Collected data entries
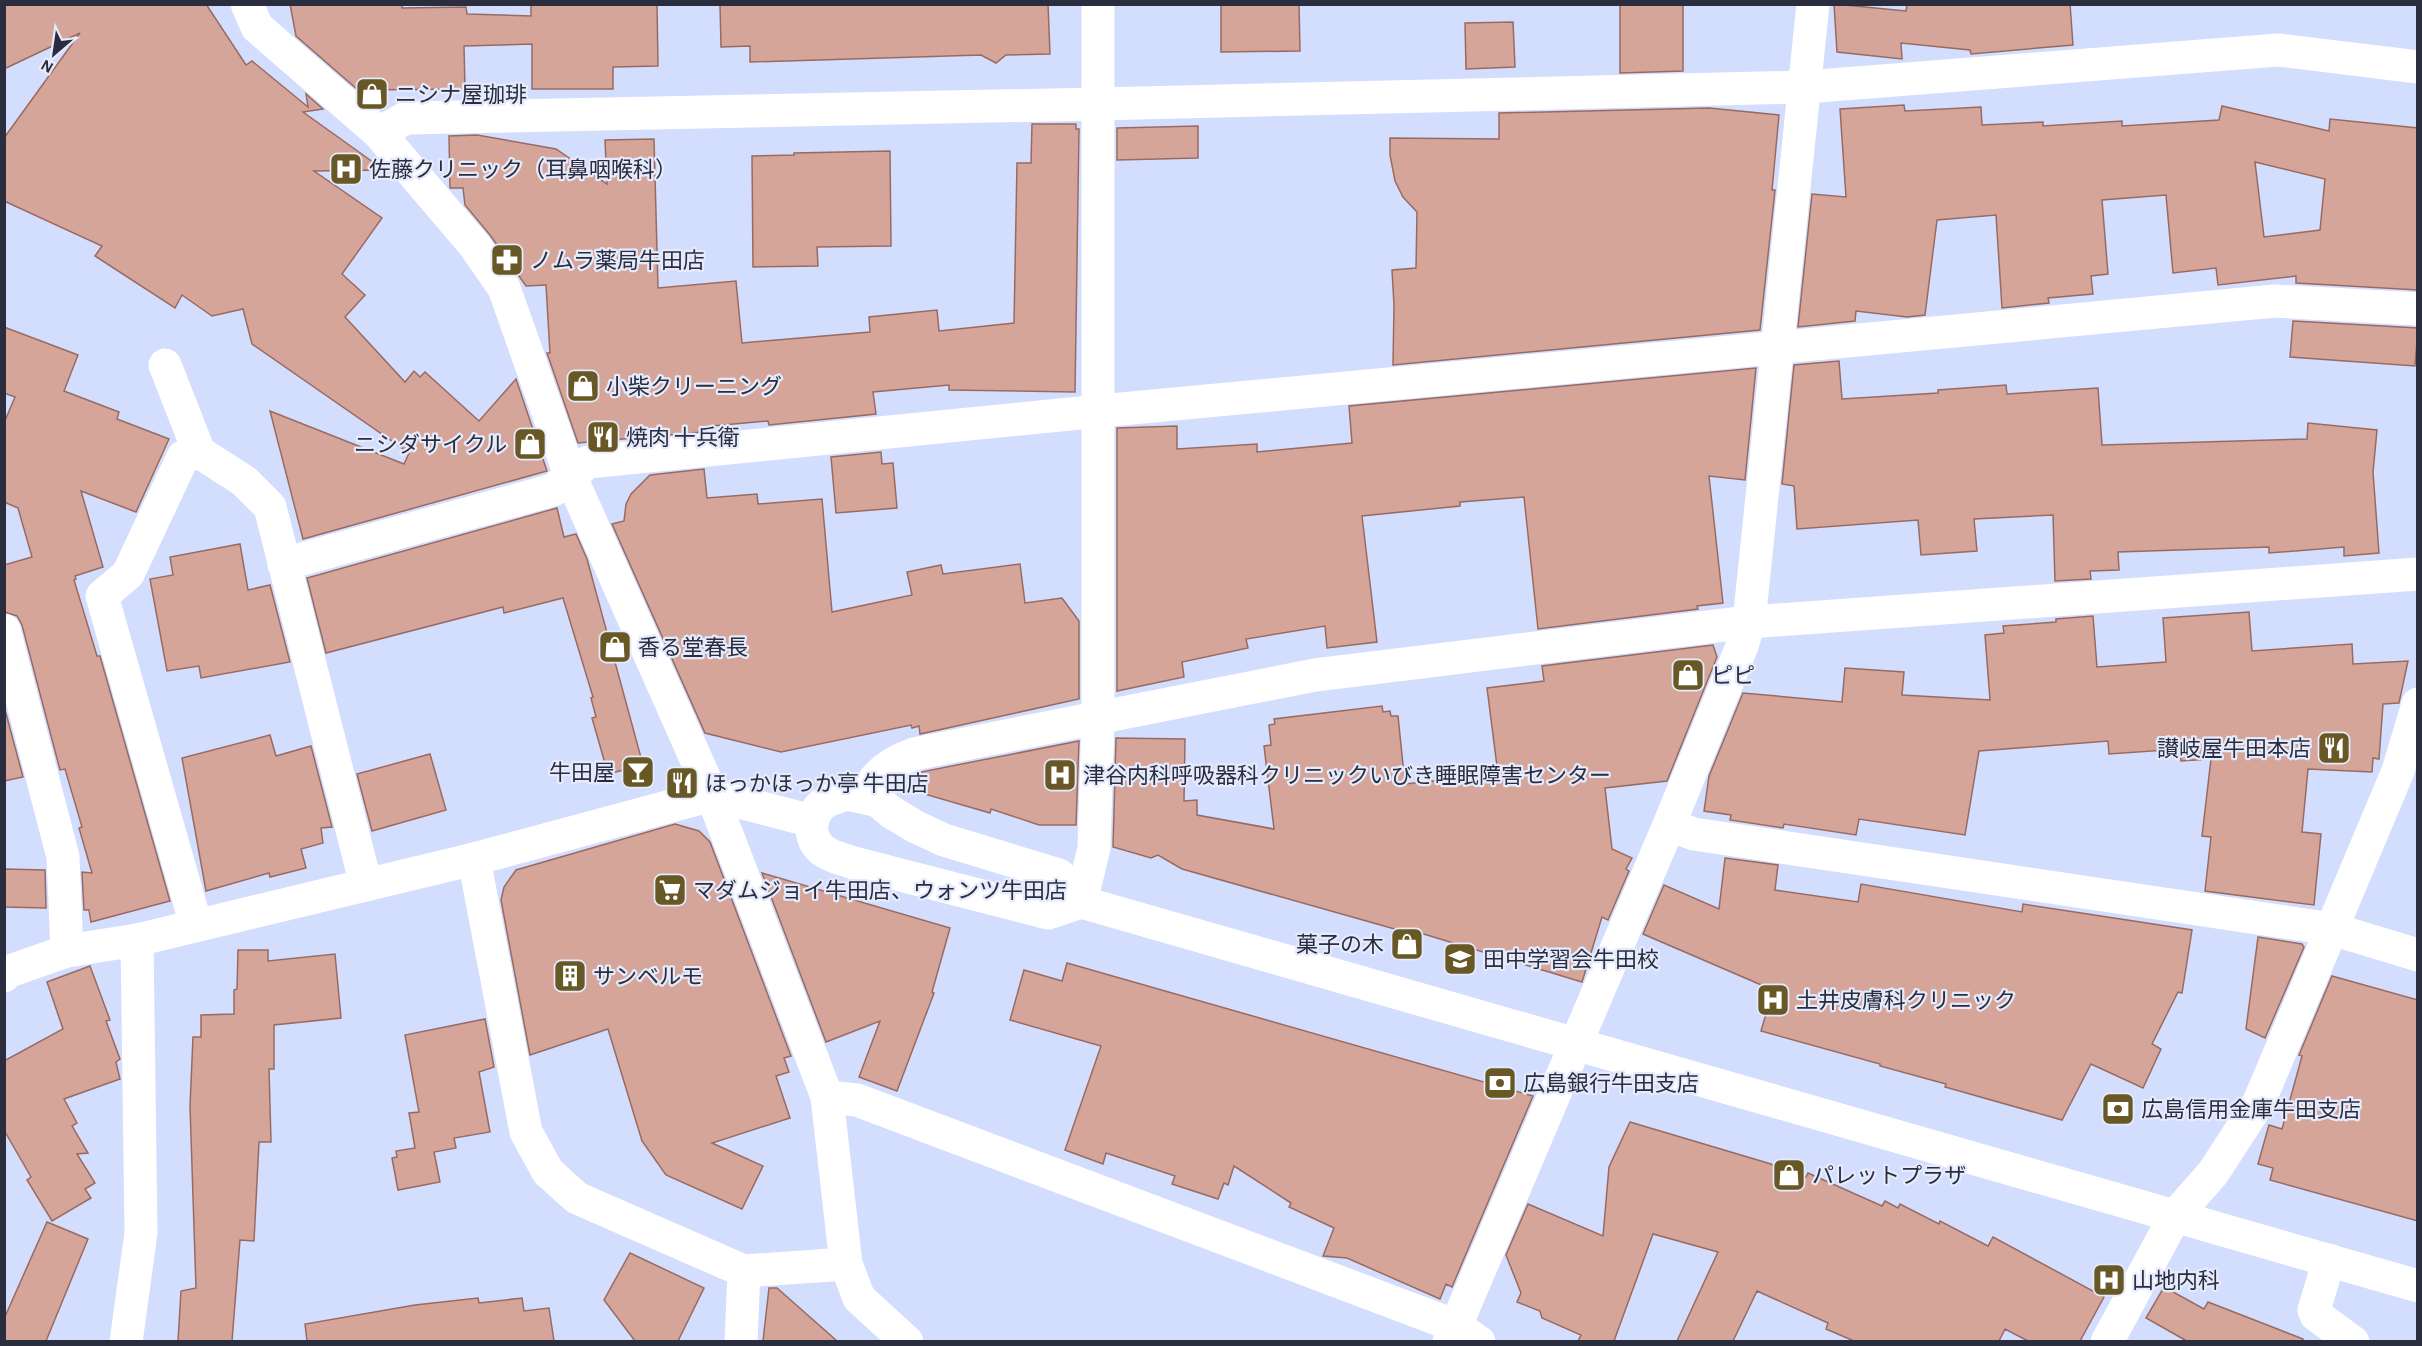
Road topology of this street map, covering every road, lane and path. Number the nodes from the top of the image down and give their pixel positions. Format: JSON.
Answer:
{"nodes":[{"id":1,"x":248,"y":4,"type":"edge"},
{"id":2,"x":1098,"y":4,"type":"edge"},
{"id":3,"x":1813,"y":4,"type":"edge"},
{"id":4,"x":2418,"y":67,"type":"edge"},
{"id":5,"x":1804,"y":87,"type":"junction"},
{"id":6,"x":1098,"y":104,"type":"junction"},
{"id":7,"x":380,"y":133,"type":"junction"},
{"id":8,"x":2418,"y":309,"type":"edge"},
{"id":9,"x":1777,"y":349,"type":"junction"},
{"id":10,"x":165,"y":365,"type":"dead end"},
{"id":11,"x":1100,"y":411,"type":"junction"},
{"id":12,"x":199,"y":452,"type":"junction"},
{"id":13,"x":570,"y":475,"type":"junction"},
{"id":14,"x":284,"y":564,"type":"junction"},
{"id":15,"x":2418,"y":574,"type":"edge"},
{"id":16,"x":1749,"y":622,"type":"junction"},
{"id":17,"x":4,"y":630,"type":"edge"},
{"id":18,"x":2418,"y":704,"type":"edge"},
{"id":19,"x":1098,"y":717,"type":"junction"},
{"id":20,"x":2408,"y":771,"type":"edge"},
{"id":21,"x":712,"y":795,"type":"junction"},
{"id":22,"x":866,"y":797,"type":"junction"},
{"id":23,"x":812,"y":821,"type":"junction"},
{"id":24,"x":1669,"y":825,"type":"junction"},
{"id":25,"x":474,"y":859,"type":"junction"},
{"id":26,"x":366,"y":885,"type":"junction"},
{"id":27,"x":1081,"y":902,"type":"junction"},
{"id":28,"x":196,"y":925,"type":"junction"},
{"id":29,"x":2332,"y":929,"type":"junction"},
{"id":30,"x":137,"y":940,"type":"junction"},
{"id":31,"x":67,"y":951,"type":"junction"},
{"id":32,"x":2418,"y":955,"type":"edge"},
{"id":33,"x":4,"y":976,"type":"edge"},
{"id":34,"x":1575,"y":1044,"type":"junction"},
{"id":35,"x":827,"y":1097,"type":"junction"},
{"id":36,"x":2175,"y":1216,"type":"junction"},
{"id":37,"x":2329,"y":1260,"type":"junction"},
{"id":38,"x":846,"y":1264,"type":"junction"},
{"id":39,"x":744,"y":1271,"type":"junction"},
{"id":40,"x":2418,"y":1286,"type":"edge"},
{"id":41,"x":1462,"y":1336,"type":"edge"},
{"id":42,"x":126,"y":1341,"type":"edge"},
{"id":43,"x":741,"y":1341,"type":"edge"},
{"id":44,"x":907,"y":1341,"type":"edge"},
{"id":45,"x":2108,"y":1341,"type":"edge"},
{"id":46,"x":2353,"y":1341,"type":"edge"}],
"edges":[{"from":1,"to":7,"type":"street"},
{"from":2,"to":6,"type":"street"},
{"from":3,"to":5,"type":"street"},
{"from":4,"to":5,"type":"street"},
{"from":5,"to":6,"type":"street"},
{"from":5,"to":9,"type":"street"},
{"from":6,"to":7,"type":"street"},
{"from":6,"to":11,"type":"street"},
{"from":7,"to":13,"type":"street"},
{"from":8,"to":9,"type":"street"},
{"from":9,"to":11,"type":"street"},
{"from":9,"to":16,"type":"street"},
{"from":10,"to":12,"type":"street"},
{"from":11,"to":13,"type":"street"},
{"from":11,"to":19,"type":"street"},
{"from":12,"to":14,"type":"street"},
{"from":12,"to":28,"type":"street"},
{"from":13,"to":14,"type":"street"},
{"from":13,"to":21,"type":"street"},
{"from":14,"to":26,"type":"street"},
{"from":15,"to":16,"type":"street"},
{"from":16,"to":19,"type":"street"},
{"from":16,"to":24,"type":"street"},
{"from":17,"to":31,"type":"street"},
{"from":18,"to":20,"type":"street"},
{"from":19,"to":22,"type":"street"},
{"from":19,"to":27,"type":"street"},
{"from":20,"to":29,"type":"street"},
{"from":21,"to":23,"type":"street"},
{"from":21,"to":25,"type":"street"},
{"from":21,"to":35,"type":"street"},
{"from":22,"to":23,"type":"street"},
{"from":22,"to":27,"type":"street"},
{"from":23,"to":27,"type":"street"},
{"from":24,"to":29,"type":"street"},
{"from":24,"to":34,"type":"street"},
{"from":25,"to":26,"type":"street"},
{"from":25,"to":39,"type":"street"},
{"from":26,"to":28,"type":"street"},
{"from":27,"to":34,"type":"street"},
{"from":28,"to":30,"type":"street"},
{"from":29,"to":32,"type":"street"},
{"from":29,"to":36,"type":"street"},
{"from":30,"to":31,"type":"street"},
{"from":30,"to":42,"type":"street"},
{"from":31,"to":33,"type":"street"},
{"from":34,"to":36,"type":"street"},
{"from":34,"to":41,"type":"street"},
{"from":35,"to":38,"type":"street"},
{"from":35,"to":41,"type":"street"},
{"from":36,"to":37,"type":"street"},
{"from":36,"to":45,"type":"street"},
{"from":37,"to":40,"type":"street"},
{"from":37,"to":46,"type":"street"},
{"from":38,"to":39,"type":"street"},
{"from":38,"to":44,"type":"street"},
{"from":39,"to":43,"type":"street"}]}
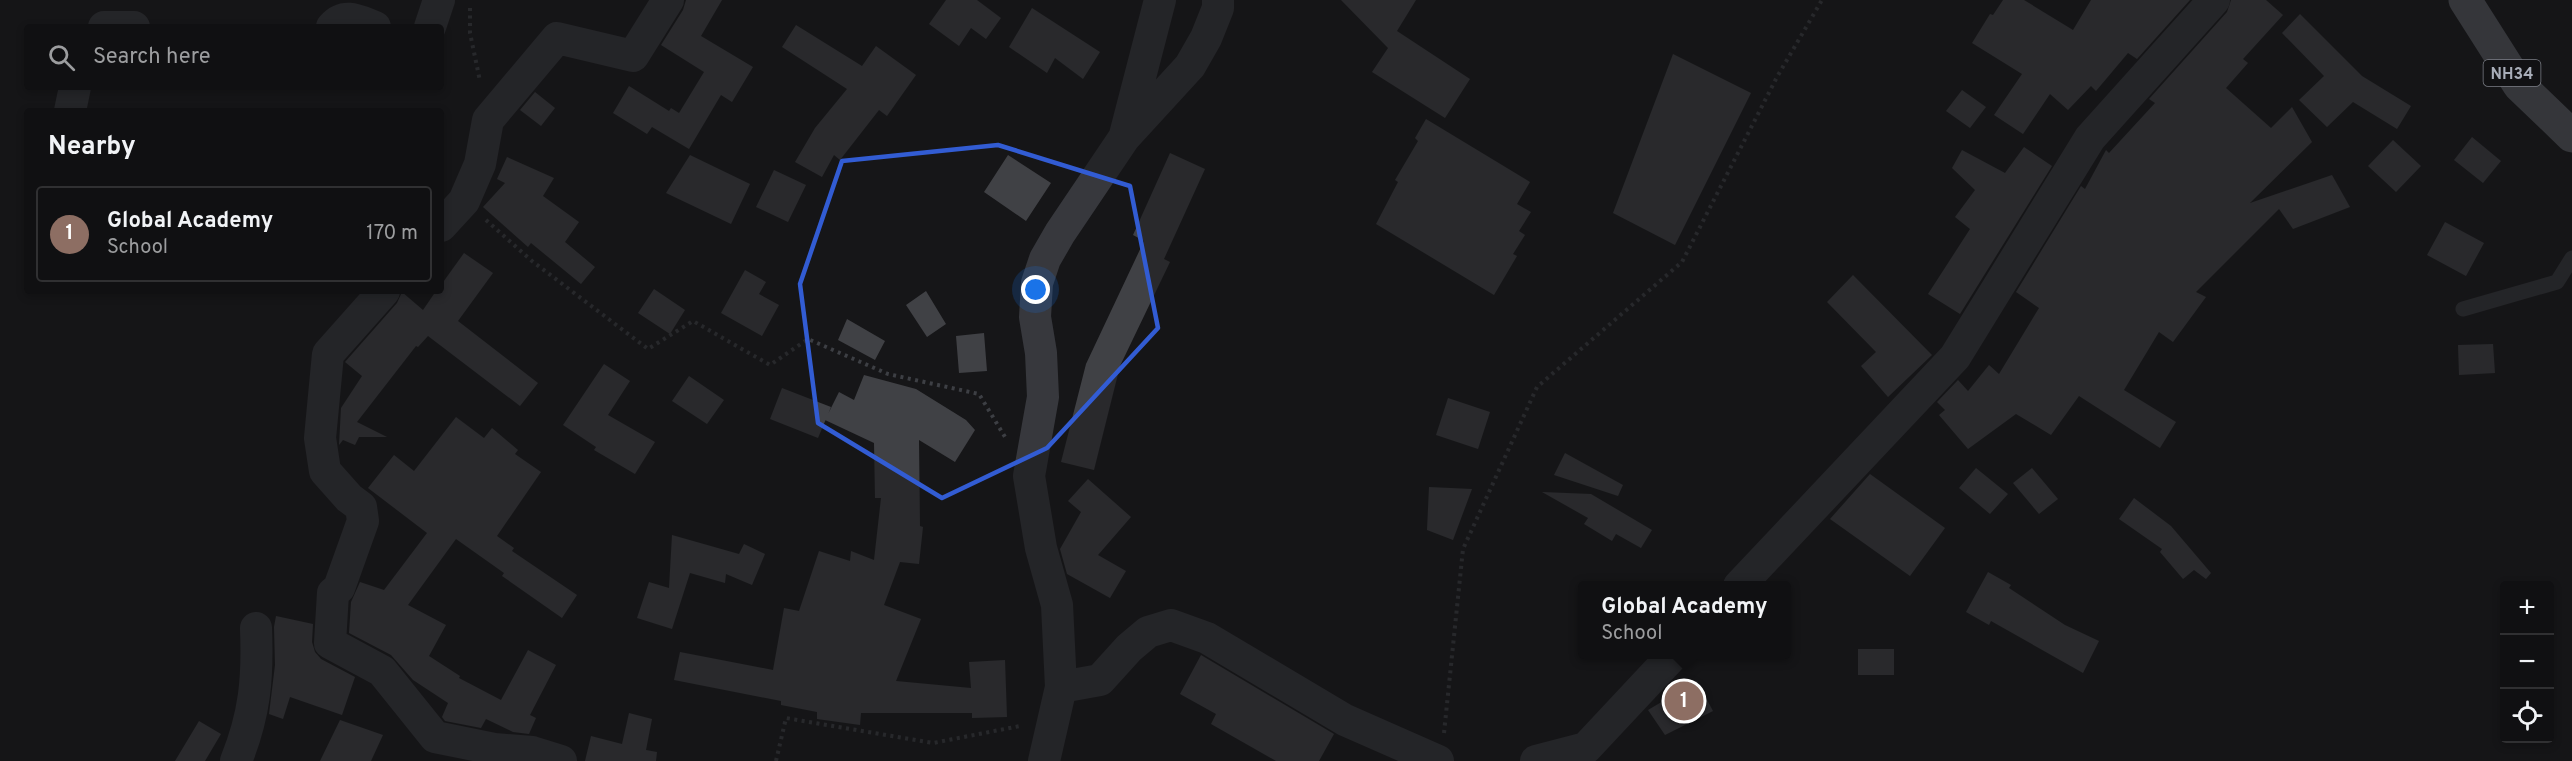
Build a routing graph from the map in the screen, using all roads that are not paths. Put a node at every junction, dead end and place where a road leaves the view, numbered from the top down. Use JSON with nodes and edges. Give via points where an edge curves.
{"nodes":[{"id":1,"x":439,"y":0,"type":"edge"},
{"id":2,"x":668,"y":0,"type":"edge"},
{"id":3,"x":1160,"y":0,"type":"edge"},
{"id":4,"x":1218,"y":0,"type":"edge"},
{"id":5,"x":2214,"y":0,"type":"edge"},
{"id":6,"x":2465,"y":0,"type":"edge"},
{"id":7,"x":335,"y":24,"type":"edge"},
{"id":8,"x":367,"y":24,"type":"edge"},
{"id":9,"x":431,"y":24,"type":"edge"},
{"id":10,"x":74,"y":90,"type":"edge"},
{"id":11,"x":71,"y":108,"type":"edge"},
{"id":12,"x":2572,"y":136,"type":"edge"},
{"id":13,"x":1124,"y":138,"type":"junction"},
{"id":14,"x":444,"y":223,"type":"edge"},
{"id":15,"x":2572,"y":258,"type":"edge"},
{"id":16,"x":381,"y":294,"type":"edge"},
{"id":17,"x":2463,"y":309,"type":"dead end"},
{"id":18,"x":1743,"y":581,"type":"edge"},
{"id":19,"x":256,"y":628,"type":"dead end"},
{"id":20,"x":1669,"y":659,"type":"edge"},
{"id":21,"x":1061,"y":687,"type":"junction"},
{"id":22,"x":1441,"y":749,"type":"edge"},
{"id":23,"x":540,"y":758,"type":"edge"},
{"id":24,"x":236,"y":761,"type":"edge"},
{"id":25,"x":1044,"y":761,"type":"edge"},
{"id":26,"x":1536,"y":761,"type":"edge"}],
"edges":[{"from":1,"to":9,"type":"street"},
{"from":2,"to":14,"type":"street","via":[[633,56],[558,38],[488,120],[480,164],[464,201]]},
{"from":3,"to":13,"type":"street"},
{"from":4,"to":13,"type":"street","via":[[1206,38],[1190,66]]},
{"from":5,"to":18,"type":"street","via":[[2090,138],[1955,357]]},
{"from":6,"to":12,"type":"highway","number":"NH34","via":[[2519,85]]},
{"from":7,"to":8,"type":"street","via":[[349,17]]},
{"from":10,"to":11,"type":"street"},
{"from":13,"to":21,"type":"street","via":[[1060,233],[1037,283],[1035,317],[1043,397],[1029,476],[1041,548],[1057,605]]},
{"from":15,"to":17,"type":"lane","via":[[2557,282]]},
{"from":16,"to":23,"type":"street","via":[[328,354],[320,438],[325,471],[361,507],[363,521],[339,588],[333,593],[330,643],[382,671],[435,736]]},
{"from":19,"to":24,"type":"street","via":[[258,672],[249,728]]},
{"from":20,"to":26,"type":"street","via":[[1586,748]]},
{"from":21,"to":22,"type":"street","via":[[1100,680],[1148,632],[1171,625],[1208,638],[1345,720]]},
{"from":21,"to":25,"type":"street"}]}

§ **Exercise prompt**
Retrieve every line above holding the word "lane".

§ **Response to this exercise**
Road topology of this street map, covering every road, lane and path. Number the nodes from the top of the image down and give their pixel positions. Format: JSON.
{"from":15,"to":17,"type":"lane","via":[[2557,282]]},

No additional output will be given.